NASHVILLE, Tenn. -- Church members praised an usher who confronted the gunman in a deadly shooting at a Tennessee church.
The suspect is 25-year-old Emanuel Kidega Samson. He was in police custody after shooting himself Sunday by accident. Nashville police said Samson killed one woman in a parking lot and wounded seven other people. He is a legal U.S. resident who came from Sudan in 1996.
Authorities said the ordeal began just before 11:15 Sunday morning as services atwere being let out, CBS News correspondent Errol Barnett reports.
Police said Samson drove a blue SUV up to the church, left the engine running and got out with two pistols, his face partially covered with a mask. Police said he then shot and killed Melanie Smith, a 39-year-old mother of two. She was a caring woman who loved God, according to her daughter Breanna.

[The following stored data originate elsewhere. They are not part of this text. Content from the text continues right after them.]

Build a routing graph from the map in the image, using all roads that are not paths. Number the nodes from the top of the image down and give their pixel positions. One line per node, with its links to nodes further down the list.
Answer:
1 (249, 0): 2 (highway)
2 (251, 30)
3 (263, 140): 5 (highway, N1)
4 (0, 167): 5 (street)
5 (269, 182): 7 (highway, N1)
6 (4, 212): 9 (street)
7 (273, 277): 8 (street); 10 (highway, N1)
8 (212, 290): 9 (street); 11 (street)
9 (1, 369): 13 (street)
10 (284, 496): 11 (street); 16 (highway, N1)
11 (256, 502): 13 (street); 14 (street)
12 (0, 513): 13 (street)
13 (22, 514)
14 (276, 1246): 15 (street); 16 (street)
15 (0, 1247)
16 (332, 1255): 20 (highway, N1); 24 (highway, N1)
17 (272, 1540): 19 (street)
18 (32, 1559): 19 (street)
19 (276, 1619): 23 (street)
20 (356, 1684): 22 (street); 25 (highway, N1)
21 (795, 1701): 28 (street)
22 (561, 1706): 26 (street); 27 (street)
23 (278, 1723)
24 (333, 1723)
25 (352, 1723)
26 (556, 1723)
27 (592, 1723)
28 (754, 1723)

"Everybody's looking for why, why, why," Breanna Smith said. "There's no understanding evil. There's no understanding hate."
Samson allegedly then entered the church and walked down the aisle of the main sanctuary, shooting as he moved. He hit and wounded six people, including the church pastor, before he was confronted by 22-year-old usher Robert Caleb Engle. Police say Samson pistol-whipped Engle, but then accidentally shot himself during the scuffle and fell to the ground.
"This guy came and fighting with him and tackle him down," Minerva Rosa said.
Rosa, who later tended to her pastor's wounds, said Engle jumped in as Samson continued to fire his weapon.
"He was shooting, and then he's standing in the pulpit and he start shooting more," Rosa said.
Injured from his struggle with Samson, authorities said Engle went outside to his car to get his own registered gun, then went back into the church to stand guard over the wounded shooter until police arrived.
"Mr. Engle saved countless lives here today," said Don Aaron, a spokesman for the Metro Nashville Police Department. "He is, at the end of the day, the hero in this because we think this could've been much worse in terms of death."
But in a statement Engle said he did not want to be labeled a hero.
"The real heroes are the police, first responders and medical staff and doctors who have helped me and everyone affected." Engle asked for prayers for all those injured as well as the shooter.
Blake Langford, 21, got a text from his father telling him not to come to the church where his family attended after the shooting. "My grandmother hid under a church pew. My stepmom and my aunt, they barricaded themselves in the bathroom," Langford said he learned from his father, who arrived at the church seconds after the shooting ended.
Langford said he knew Engle and believed his actions saved lives.
"He's 6 foot 5, a really big guy, but a gentle giant," Langford said. "He's always been that kind of person to put others before himself."
Forty-two people were at the church at the time of the shooting, Aaron said.
The church describes itself on its website as a "friendly, Bible-based group of folks who love the Lord and are interested in spreading his word to those who are lost."
Photos on the church's Facebook page show a diverse congregation with people of various ages and ethnicities.
No motive was immediately determined. Church members told investigators the suspect had attended services a year or two ago, Aaron said. Nashville police did not immediately comment on several bizarre posts on the suspect's Facebook page in the hours before the shooting.
One post read, "Everything you've ever doubted or made to be believe as false, is real. & vice versa, B."
Another post read, "Become the creator instead of what's created. Whatever you say, goes."
And a third post read, "You are more than what they told us."
Police charged Samson Sunday night with one count of murder and said multiple charges were pending. He was ordered held without bond by a judicial commissioner.
After the attack, the nearby New Beautiful Gate Church opened its doors to Burnette Chapel churchgoers as they reunited with loved ones. New Beautiful Gate Pastor Michael Mosby said he is neighbors with Spann.
"As a pastor myself, you come with the expectation of sitting down and having a service and not thinking about what can happen around you," Mosby said. "You never know who is going to come to the door or what reasons they would come to the door, come to your church and do something like that. We're always on guard. We just thank God many more weren't hurt."